2日付の「日本経済新聞」によると、高市首相は同日、衆院選の応援演説のため新潟県上越市を訪れ、「なぜ憲法に自衛隊を書いてはいけないのか。彼ら(自衛隊)が誇りを持ち、正式な組織として位置付けられるよう、憲法改正を実現させてほしい」と訴えた。
さらに「憲法審査会の会長が残念ながら野党だ。この状況を打開できるよう力を貸してほしい」とも呼びかけた。
高市首相の発言は、今回の衆院選で自民党と連立与党の日本維新の会が、改憲発議に必要な3分の2(310議席)を確保し、憲法改正論議の扉を開く狙いだ。
具体的に高市首相が言及した「憲法改正」は、憲法9条の改正を指す。
憲法9条は「戦争と武力による威嚇または武力の行使を、国際紛争を解決する手段としては、永久にこれを放棄する」と定め、第2項では「陸海空軍を保持せず、国の交戦権を認めない」と明記している。

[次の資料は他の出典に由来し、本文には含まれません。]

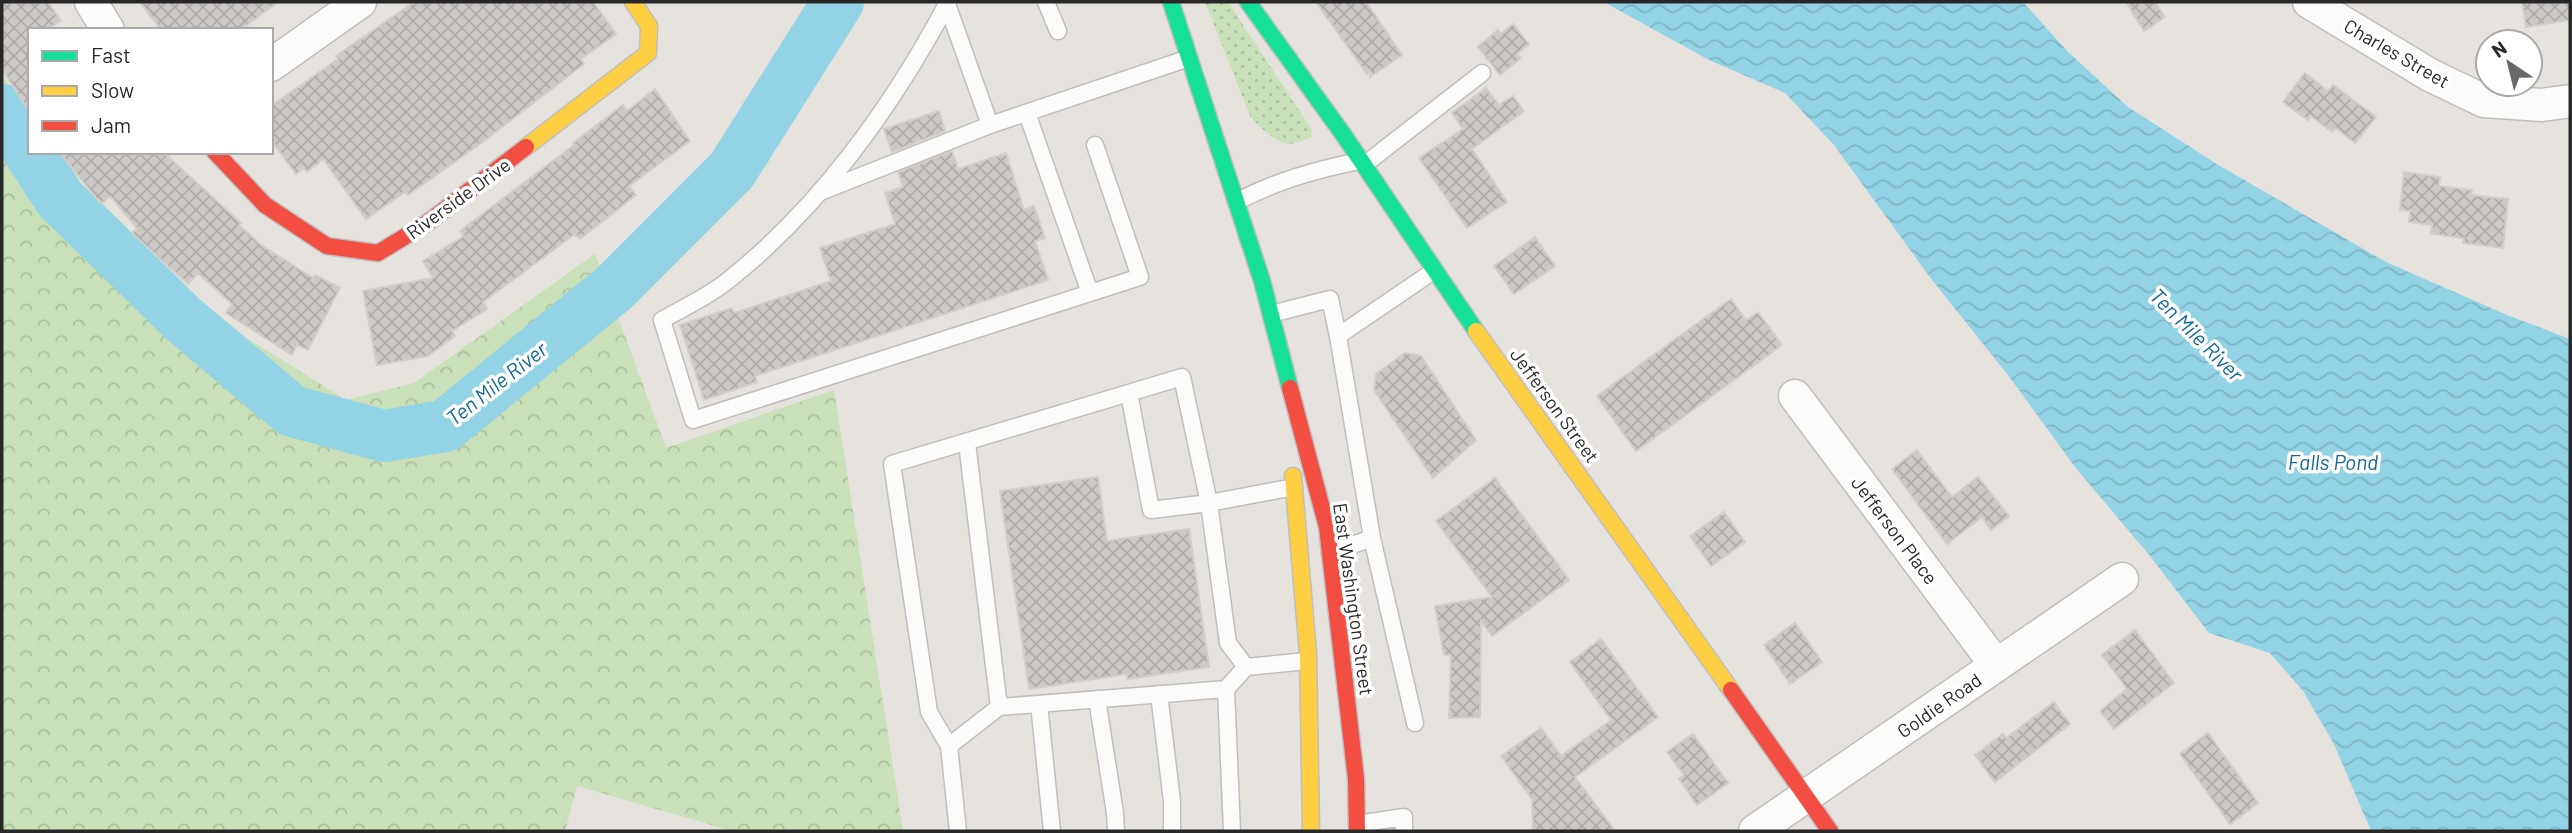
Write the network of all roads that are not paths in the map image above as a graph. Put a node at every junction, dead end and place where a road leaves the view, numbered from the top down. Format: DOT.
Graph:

自民党と日本維新の会が今回の衆院選で勝利し、高市首相が「憲法9条改正」を実現すれば、日本は第2次世界大戦の敗戦以前の「戦争ができる国家」へ回帰する形となる。これは故安倍晋三元首相の長年の悲願であり、高市首相が主張してきた「強い日本」を掲げる軍事大国化の出発点とも言える。

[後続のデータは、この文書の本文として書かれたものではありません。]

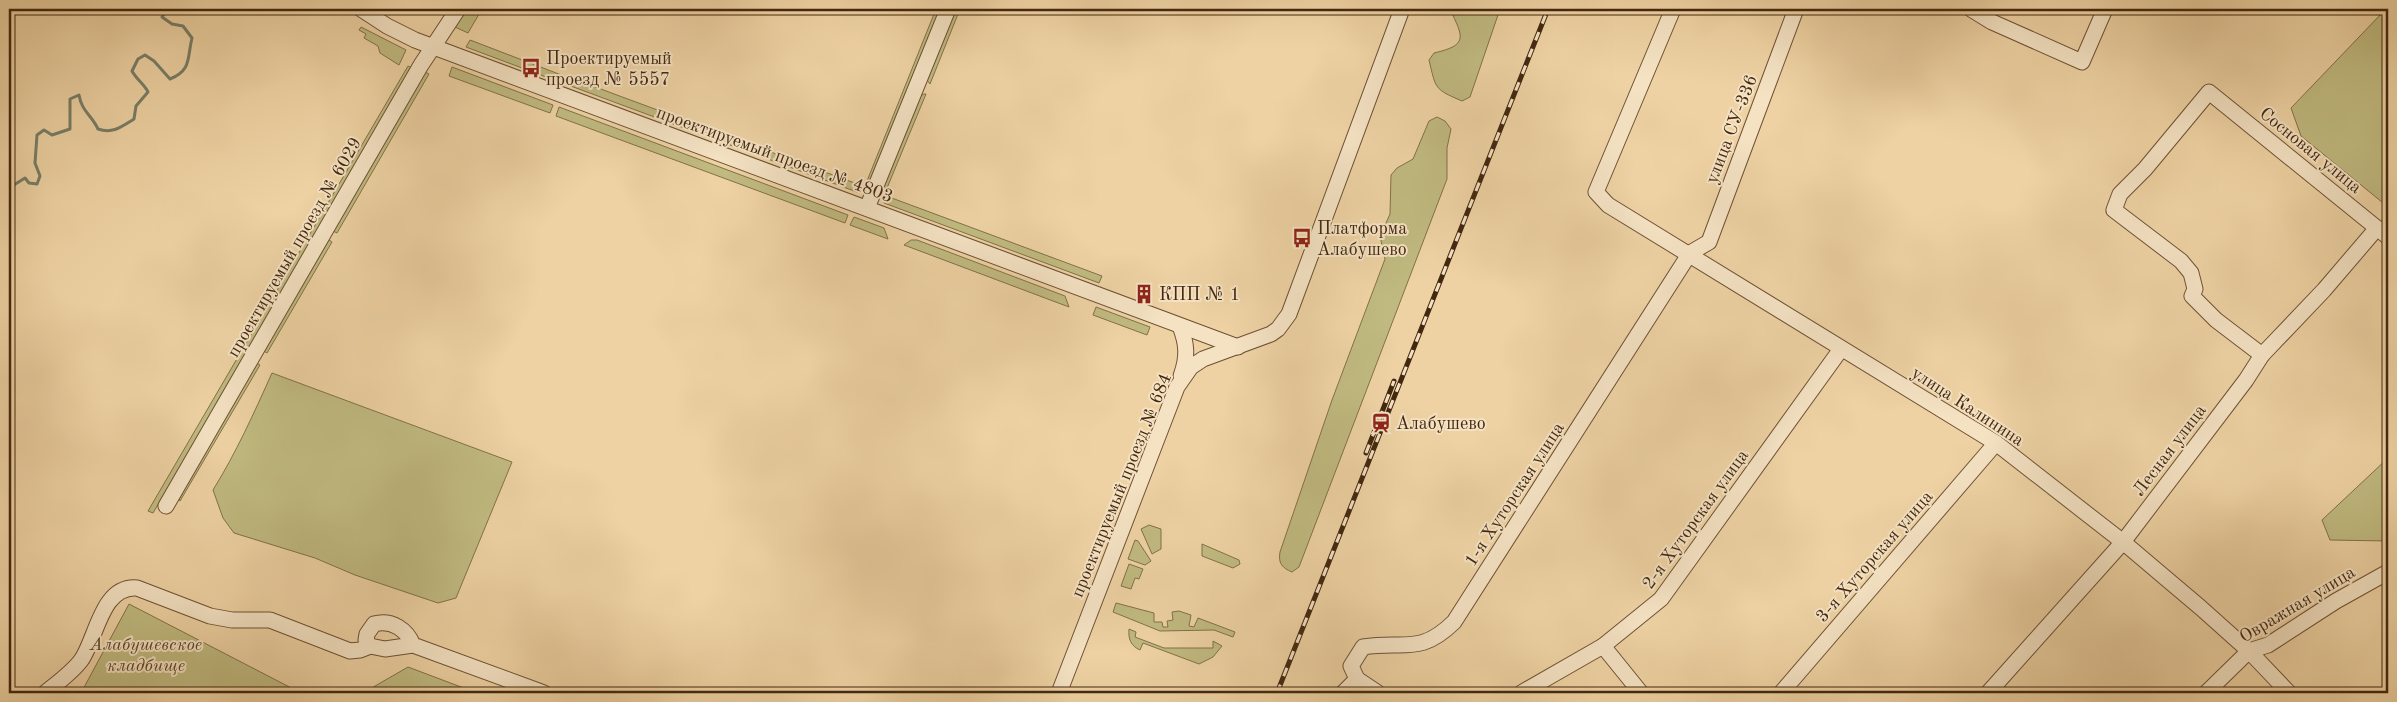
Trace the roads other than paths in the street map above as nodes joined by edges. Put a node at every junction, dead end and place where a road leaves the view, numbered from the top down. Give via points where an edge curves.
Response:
1 (361, 9) edge
2 (458, 9) edge
3 (948, 9) edge
4 (1402, 9) edge
5 (1673, 9) edge
6 (1796, 9) edge
7 (1972, 9) edge
8 (2105, 9) edge
9 (433, 47) junction
10 (867, 208) junction
11 (2383, 232) edge
12 (1690, 253) junction
13 (1180, 326) junction
14 (1238, 347) junction
15 (1841, 349) junction
16 (2262, 355) junction
17 (1177, 387) junction
18 (1996, 444) junction
19 (166, 506) dead end
20 (2123, 542) junction
21 (2388, 572) edge
22 (414, 645) junction
23 (370, 646) junction
24 (1603, 646) junction
25 (2249, 651) junction
26 (1357, 679) junction
27 (45, 693) edge
28 (544, 693) edge
29 (1059, 693) edge
30 (1343, 693) edge
31 (1378, 693) edge
32 (1521, 693) edge
33 (1641, 693) edge
34 (1781, 693) edge
35 (1988, 693) edge
36 (2206, 693) edge
37 (2288, 693) edge

1 - 9 street, проектируемый проезд № 4803 via 387,26
2 - 9 street, проектируемый проезд № 6029
3 - 10 street
4 - 14 street, проектируемый проезд № 684 via 1289,314 1271,334
5 - 12 street, улица Калинина via 1596,192 1608,204
6 - 12 street, улица СУ-336 via 1709,242
7 - 8 street via 1992,22 2082,62
9 - 10 street, проектируемый проезд № 4803
9 - 19 street, проектируемый проезд № 6029
10 - 13 street, проектируемый проезд № 4803
11 - 16 street, Лесная улица
11 - 16 street, Сосновая улица via 2209,92 2120,194 2114,210 2180,261 2191,273 2195,289 2192,296 2216,320
12 - 15 street, улица Калинина
12 - 26 street, 1-я Хуторская улица via 1454,622 1440,636 1424,643 1362,647 1351,666
13 - 14 street, проектируемый проезд № 4803
13 - 17 street via 1187,354
14 - 17 street, проектируемый проезд № 684 via 1203,359 1191,367
15 - 18 street, улица Калинина
15 - 24 street, 2-я Хуторская улица via 1662,600
16 - 20 street, Лесная улица
17 - 29 street, проектируемый проезд № 684
18 - 20 street, улица Калинина
18 - 34 street, 3-я Хуторская улица
20 - 25 street, улица Калинина
20 - 35 street, Лесная улица
21 - 25 street, Овражная улица via 2268,645
22 - 23 street
22 - 23 street via 400,628 381,622 374,624 366,634
22 - 28 street
23 - 27 street via 350,651 270,620 232,620 210,616 127,587 110,599 81,660
24 - 32 street, 2-я Хуторская улица
24 - 33 street
25 - 36 street, Овражная улица
25 - 37 street, улица Калинина
26 - 30 street
26 - 31 street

安倍元首相は第2次政権(2012~2020年)で憲法改正を目指したものの、当時の連立パートナーだった公明党の慎重姿勢などにより、発議に必要な議席数を確保できず、頓挫していた。
自民党圧勝予測、野党の行方は?
2日付の「朝日新聞」は、先月31日から今月1日にかけて約37万人を対象に実施した世論調査などを基に選挙戦中盤の情勢を分析した結果、自民党は単独で292議席前後を確保できる見通しだと報じた。これは過半数(233議席)を大きく上回る数字である。

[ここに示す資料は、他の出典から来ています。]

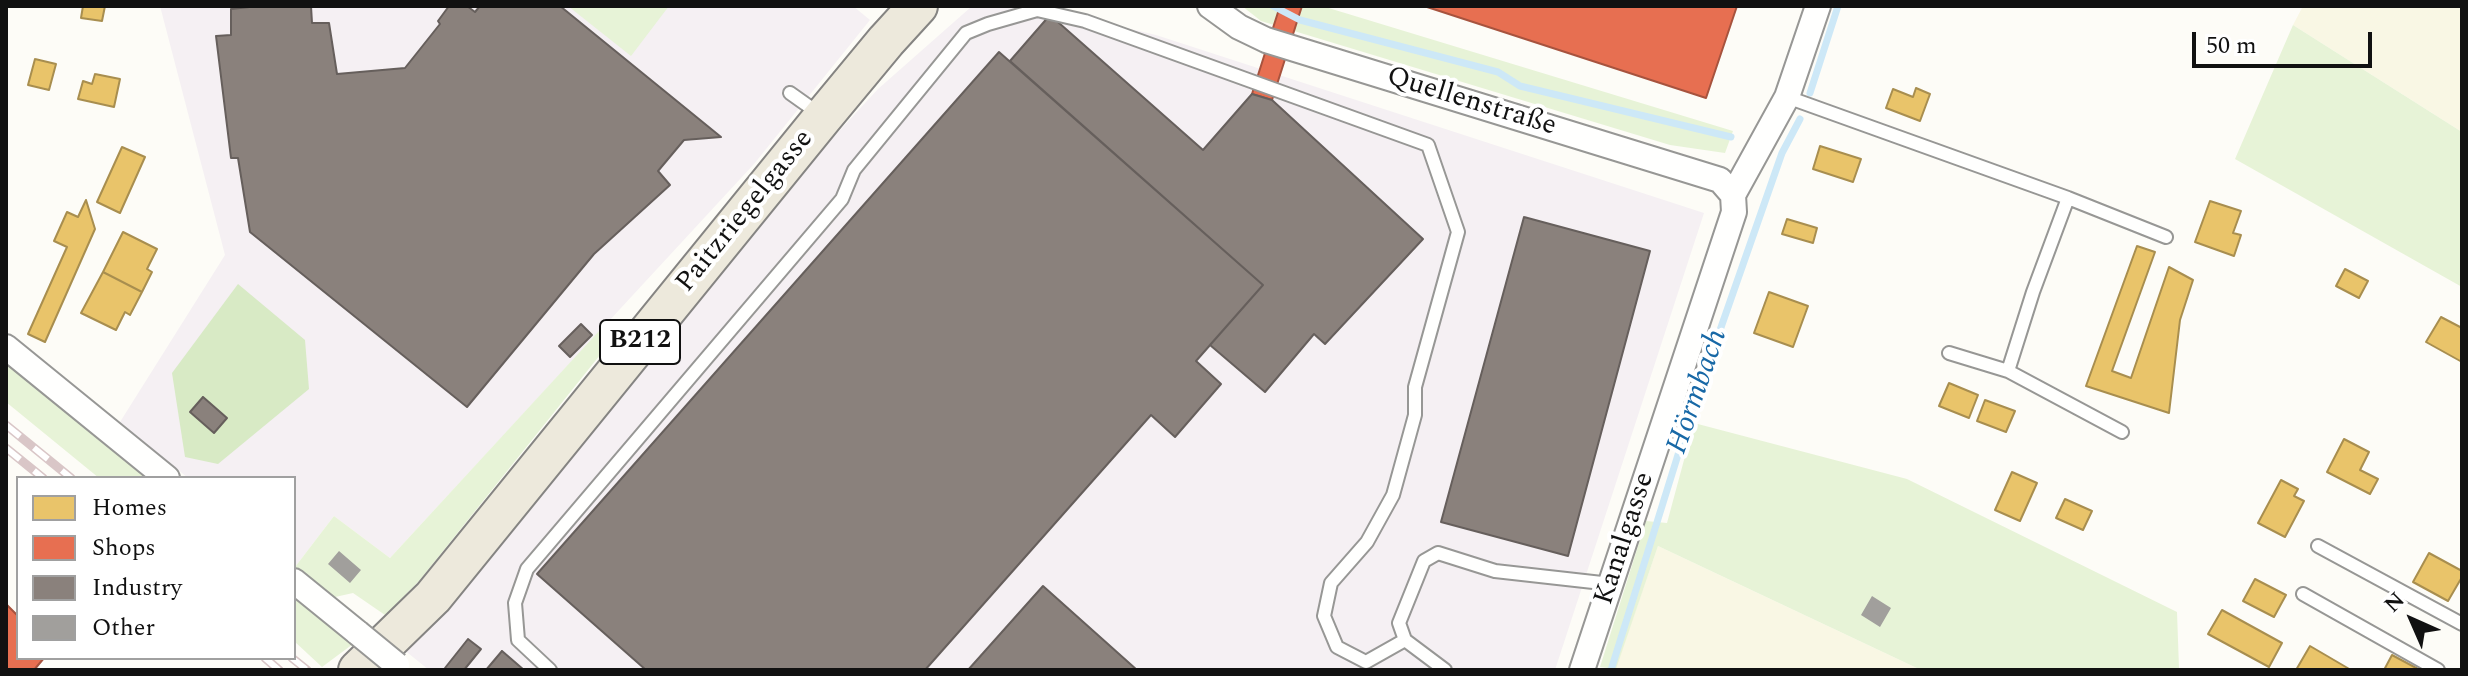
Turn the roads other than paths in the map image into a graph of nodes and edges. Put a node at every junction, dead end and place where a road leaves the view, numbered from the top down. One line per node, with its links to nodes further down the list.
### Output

公示前の自民党議席は198。連立与党の日本維新の会は32議席前後と見込まれており、両党を合わせると324議席となる計算だ。衆院定数465の3分の2に当たる310議席以上を連立与党が占める可能性が高い。
一方、第1野党の立憲民主党と第3野党の公明党が連携して結成した新党「中道改革連合」の獲得議席は74前後と予測されている。
「朝日新聞」は「立憲民主党の議席は大幅に減少し、かつての社会党や社民党と同じ道をたどる可能性もある」とし、「公明党と手を組んだものの、公明党支持層が容易には動いていない」と伝えている。
投票率が60%を超えた場合、自民党は単独過半数に加え、さらなる大勝もあり得るとの見方も出ている。